Filter the records for "Gonçalo" and keep each line that has it.

Materials provided Block Start

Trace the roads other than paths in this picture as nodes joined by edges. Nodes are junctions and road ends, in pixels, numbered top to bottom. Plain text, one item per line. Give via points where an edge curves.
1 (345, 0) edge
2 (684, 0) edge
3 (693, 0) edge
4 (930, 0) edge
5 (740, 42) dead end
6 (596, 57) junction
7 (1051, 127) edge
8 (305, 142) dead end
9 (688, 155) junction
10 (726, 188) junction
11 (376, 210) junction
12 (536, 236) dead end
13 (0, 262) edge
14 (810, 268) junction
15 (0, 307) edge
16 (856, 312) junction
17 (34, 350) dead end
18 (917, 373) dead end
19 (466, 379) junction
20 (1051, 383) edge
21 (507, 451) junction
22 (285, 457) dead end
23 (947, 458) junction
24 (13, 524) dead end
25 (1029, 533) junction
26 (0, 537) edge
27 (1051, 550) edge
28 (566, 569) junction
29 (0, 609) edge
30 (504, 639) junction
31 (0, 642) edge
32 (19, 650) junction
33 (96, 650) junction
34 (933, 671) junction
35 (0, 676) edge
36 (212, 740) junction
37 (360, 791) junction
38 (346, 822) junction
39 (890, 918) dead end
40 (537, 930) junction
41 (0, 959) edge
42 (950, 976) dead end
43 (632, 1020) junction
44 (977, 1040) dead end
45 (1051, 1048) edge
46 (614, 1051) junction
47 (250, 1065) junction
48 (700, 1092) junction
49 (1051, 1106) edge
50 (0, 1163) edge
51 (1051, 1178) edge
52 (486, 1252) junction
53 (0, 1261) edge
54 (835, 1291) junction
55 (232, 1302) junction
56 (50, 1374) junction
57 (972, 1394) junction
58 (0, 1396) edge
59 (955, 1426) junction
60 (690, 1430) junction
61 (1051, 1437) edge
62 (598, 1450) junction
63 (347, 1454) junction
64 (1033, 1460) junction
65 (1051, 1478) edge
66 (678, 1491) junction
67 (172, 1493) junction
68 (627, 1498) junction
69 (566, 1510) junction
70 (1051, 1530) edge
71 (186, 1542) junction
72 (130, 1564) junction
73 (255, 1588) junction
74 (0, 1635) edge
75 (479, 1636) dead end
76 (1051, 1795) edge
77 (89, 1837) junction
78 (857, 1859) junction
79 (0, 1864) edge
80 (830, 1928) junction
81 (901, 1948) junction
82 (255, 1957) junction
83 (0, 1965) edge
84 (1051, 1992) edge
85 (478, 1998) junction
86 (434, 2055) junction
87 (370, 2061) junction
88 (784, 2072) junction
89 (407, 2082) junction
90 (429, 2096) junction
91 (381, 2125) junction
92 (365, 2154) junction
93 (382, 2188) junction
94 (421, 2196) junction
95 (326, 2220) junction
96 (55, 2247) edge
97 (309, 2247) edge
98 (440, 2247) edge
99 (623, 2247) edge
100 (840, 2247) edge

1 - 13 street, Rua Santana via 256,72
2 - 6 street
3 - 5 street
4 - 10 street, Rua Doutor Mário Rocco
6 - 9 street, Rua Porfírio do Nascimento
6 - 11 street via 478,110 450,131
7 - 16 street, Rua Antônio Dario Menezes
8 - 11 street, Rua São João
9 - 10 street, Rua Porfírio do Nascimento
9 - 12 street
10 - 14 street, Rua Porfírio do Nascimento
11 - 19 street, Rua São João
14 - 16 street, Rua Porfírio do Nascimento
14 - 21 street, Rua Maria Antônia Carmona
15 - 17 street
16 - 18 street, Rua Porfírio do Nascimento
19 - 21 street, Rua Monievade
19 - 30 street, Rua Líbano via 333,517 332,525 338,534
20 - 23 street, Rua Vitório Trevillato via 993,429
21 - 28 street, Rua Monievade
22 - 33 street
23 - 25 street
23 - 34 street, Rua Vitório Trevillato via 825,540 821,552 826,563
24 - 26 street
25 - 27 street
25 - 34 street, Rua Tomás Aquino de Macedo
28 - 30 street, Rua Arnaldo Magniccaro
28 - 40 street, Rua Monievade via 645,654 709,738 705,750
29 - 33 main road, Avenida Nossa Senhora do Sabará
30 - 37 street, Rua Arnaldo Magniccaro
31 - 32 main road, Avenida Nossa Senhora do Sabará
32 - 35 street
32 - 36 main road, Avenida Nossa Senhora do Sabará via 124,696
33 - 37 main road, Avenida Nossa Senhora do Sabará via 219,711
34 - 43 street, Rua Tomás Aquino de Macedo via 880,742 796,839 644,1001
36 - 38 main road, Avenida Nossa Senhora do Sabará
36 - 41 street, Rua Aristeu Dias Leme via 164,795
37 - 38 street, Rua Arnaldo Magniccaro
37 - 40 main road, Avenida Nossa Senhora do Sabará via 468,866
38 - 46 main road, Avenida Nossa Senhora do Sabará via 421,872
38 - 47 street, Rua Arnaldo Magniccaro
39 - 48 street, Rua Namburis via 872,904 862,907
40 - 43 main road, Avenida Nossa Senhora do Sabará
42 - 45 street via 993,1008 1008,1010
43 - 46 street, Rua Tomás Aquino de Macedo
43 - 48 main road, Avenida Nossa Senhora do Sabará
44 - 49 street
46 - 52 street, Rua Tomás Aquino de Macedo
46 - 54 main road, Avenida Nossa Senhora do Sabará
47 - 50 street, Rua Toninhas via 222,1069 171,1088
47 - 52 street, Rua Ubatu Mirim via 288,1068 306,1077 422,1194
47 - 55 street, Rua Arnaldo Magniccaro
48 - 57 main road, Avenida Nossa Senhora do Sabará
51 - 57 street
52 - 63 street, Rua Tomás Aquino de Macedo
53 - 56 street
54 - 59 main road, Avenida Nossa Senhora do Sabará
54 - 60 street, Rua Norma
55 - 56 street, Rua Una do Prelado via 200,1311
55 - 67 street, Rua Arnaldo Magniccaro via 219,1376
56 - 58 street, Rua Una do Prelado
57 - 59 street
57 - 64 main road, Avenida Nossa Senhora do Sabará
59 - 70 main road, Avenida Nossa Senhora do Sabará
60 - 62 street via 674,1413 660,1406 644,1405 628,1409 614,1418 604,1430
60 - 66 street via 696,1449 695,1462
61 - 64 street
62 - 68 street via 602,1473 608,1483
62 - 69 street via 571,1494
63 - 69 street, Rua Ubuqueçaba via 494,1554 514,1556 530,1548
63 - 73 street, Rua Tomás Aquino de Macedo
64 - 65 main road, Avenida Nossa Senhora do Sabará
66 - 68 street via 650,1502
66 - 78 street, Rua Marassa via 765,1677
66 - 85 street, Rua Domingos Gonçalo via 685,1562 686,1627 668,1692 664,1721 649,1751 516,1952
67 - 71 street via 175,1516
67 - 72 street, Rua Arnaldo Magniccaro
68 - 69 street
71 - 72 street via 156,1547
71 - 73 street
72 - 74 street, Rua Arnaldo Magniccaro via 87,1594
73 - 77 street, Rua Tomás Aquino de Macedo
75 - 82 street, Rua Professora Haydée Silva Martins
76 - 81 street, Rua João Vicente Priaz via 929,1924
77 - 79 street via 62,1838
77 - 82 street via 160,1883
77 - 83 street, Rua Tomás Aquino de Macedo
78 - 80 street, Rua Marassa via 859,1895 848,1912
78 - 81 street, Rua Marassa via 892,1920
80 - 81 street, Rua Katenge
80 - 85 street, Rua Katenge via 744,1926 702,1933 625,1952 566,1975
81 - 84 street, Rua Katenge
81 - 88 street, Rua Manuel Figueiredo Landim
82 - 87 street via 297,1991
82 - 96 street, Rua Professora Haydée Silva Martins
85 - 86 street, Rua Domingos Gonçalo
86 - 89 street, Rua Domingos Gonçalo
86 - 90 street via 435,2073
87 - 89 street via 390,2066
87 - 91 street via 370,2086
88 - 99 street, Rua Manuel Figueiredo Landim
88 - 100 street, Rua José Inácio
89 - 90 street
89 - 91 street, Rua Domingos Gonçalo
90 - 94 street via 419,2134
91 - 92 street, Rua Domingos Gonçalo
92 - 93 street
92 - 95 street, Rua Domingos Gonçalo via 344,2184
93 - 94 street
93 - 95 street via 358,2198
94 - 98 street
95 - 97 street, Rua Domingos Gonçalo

Materials provided Block End

Result >>
66 - 85 street, Rua Domingos Gonçalo via 685,1562 686,1627 668,1692 664,1721 649,1751 516,1952
85 - 86 street, Rua Domingos Gonçalo
86 - 89 street, Rua Domingos Gonçalo
89 - 91 street, Rua Domingos Gonçalo
91 - 92 street, Rua Domingos Gonçalo
92 - 95 street, Rua Domingos Gonçalo via 344,2184
95 - 97 street, Rua Domingos Gonçalo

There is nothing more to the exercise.